## TASK OBJECTIVE
Please copy every line from the records below that contains the string "Woodlawn".

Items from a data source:
----

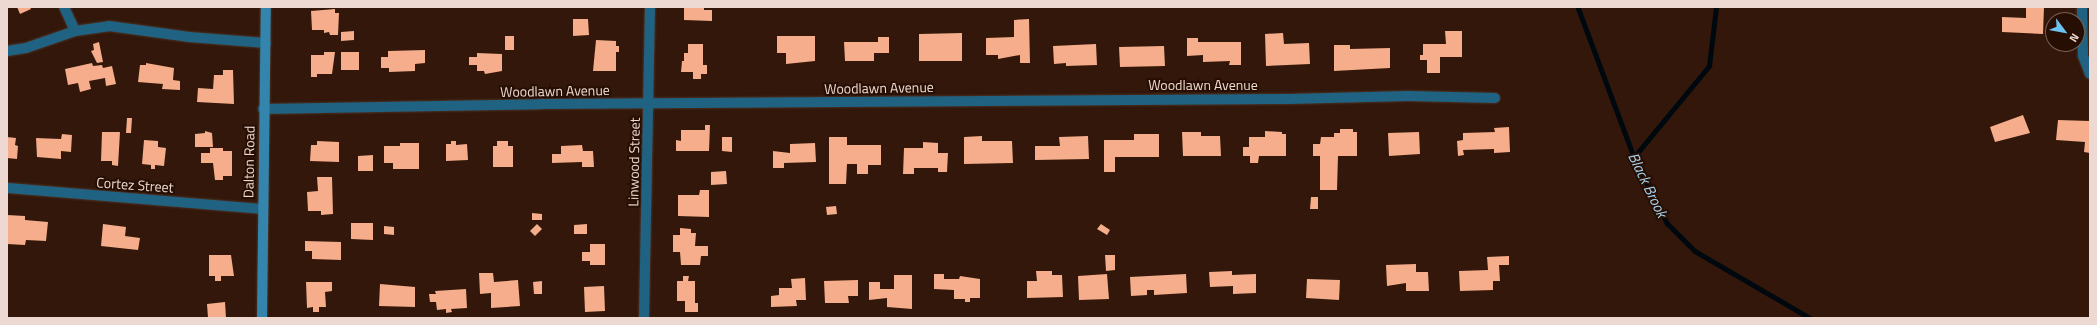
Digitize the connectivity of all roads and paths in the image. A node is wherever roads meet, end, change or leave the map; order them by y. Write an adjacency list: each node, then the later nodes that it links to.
1 (64, 7): 5 (street)
2 (266, 7): 6 (street, Dalton Road)
3 (650, 7): 10 (street, Linwood Street)
4 (2082, 7): 8 (street)
5 (75, 31): 6 (street); 7 (street)
6 (266, 43): 11 (street, Dalton Road)
7 (7, 51)
8 (2090, 74)
9 (1495, 98): 10 (street, Woodlawn Avenue)
10 (649, 104): 11 (street, Woodlawn Avenue); 15 (street, Linwood Street)
11 (263, 109): 13 (street, Dalton Road)
12 (7, 188): 13 (street, Cortez Street)
13 (262, 209): 14 (street, Dalton Road)
14 (262, 318)
15 (644, 318)

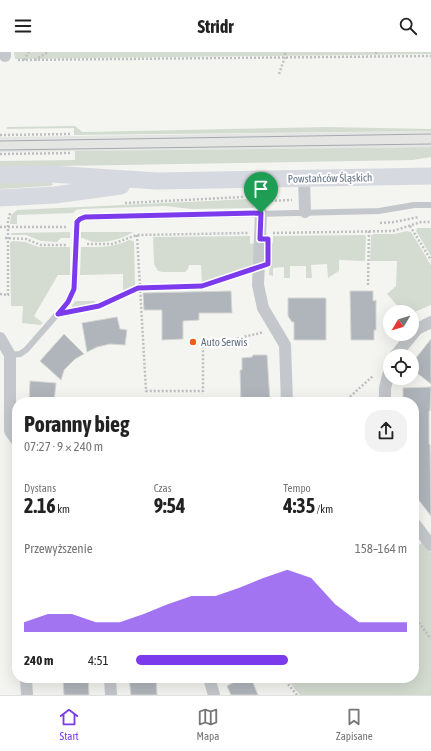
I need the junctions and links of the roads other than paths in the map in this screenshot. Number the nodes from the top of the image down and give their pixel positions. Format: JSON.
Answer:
{"nodes":[{"id":1,"x":0,"y":175,"type":"edge"},
{"id":2,"x":431,"y":176,"type":"edge"},
{"id":3,"x":304,"y":178,"type":"junction"},
{"id":4,"x":157,"y":181,"type":"junction"},
{"id":5,"x":0,"y":198,"type":"edge"},
{"id":6,"x":431,"y":205,"type":"edge"},
{"id":7,"x":305,"y":212,"type":"junction"},
{"id":8,"x":261,"y":213,"type":"junction"},
{"id":9,"x":431,"y":322,"type":"edge"},
{"id":10,"x":0,"y":338,"type":"edge"},
{"id":11,"x":401,"y":349,"type":"edge"},
{"id":12,"x":10,"y":355,"type":"junction"},
{"id":13,"x":385,"y":385,"type":"edge"},
{"id":14,"x":5,"y":388,"type":"edge"},
{"id":15,"x":288,"y":397,"type":"edge"},
{"id":16,"x":385,"y":397,"type":"edge"},
{"id":17,"x":12,"y":434,"type":"edge"},
{"id":18,"x":419,"y":529,"type":"edge"},
{"id":19,"x":431,"y":545,"type":"edge"},
{"id":20,"x":26,"y":683,"type":"edge"},
{"id":21,"x":110,"y":683,"type":"edge"},
{"id":22,"x":210,"y":683,"type":"edge"},
{"id":23,"x":27,"y":695,"type":"edge"},
{"id":24,"x":111,"y":695,"type":"edge"},
{"id":25,"x":214,"y":695,"type":"edge"}],
"edges":[{"from":1,"to":4,"type":"main road","name":"Powstańców Śląskich"},
{"from":2,"to":3,"type":"main road","name":"Powstańców Śląskich"},
{"from":3,"to":4,"type":"main road","name":"Powstańców Śląskich"},
{"from":3,"to":7,"type":"street"},
{"from":4,"to":5,"type":"main road","name":"Powstańców Śląskich"},
{"from":6,"to":7,"type":"lane"},
{"from":7,"to":8,"type":"lane"},
{"from":8,"to":12,"type":"lane"},
{"from":8,"to":15,"type":"street"},
{"from":9,"to":11,"type":"street"},
{"from":10,"to":12,"type":"street"},
{"from":12,"to":14,"type":"street"},
{"from":13,"to":16,"type":"street"},
{"from":14,"to":17,"type":"street"},
{"from":18,"to":19,"type":"street"},
{"from":20,"to":23,"type":"street"},
{"from":21,"to":24,"type":"street"},
{"from":22,"to":25,"type":"street"}]}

----

## SOLUTION TO THE EXERCISE
9 (1495, 98): 10 (street, Woodlawn Avenue)
10 (649, 104): 11 (street, Woodlawn Avenue); 15 (street, Linwood Street)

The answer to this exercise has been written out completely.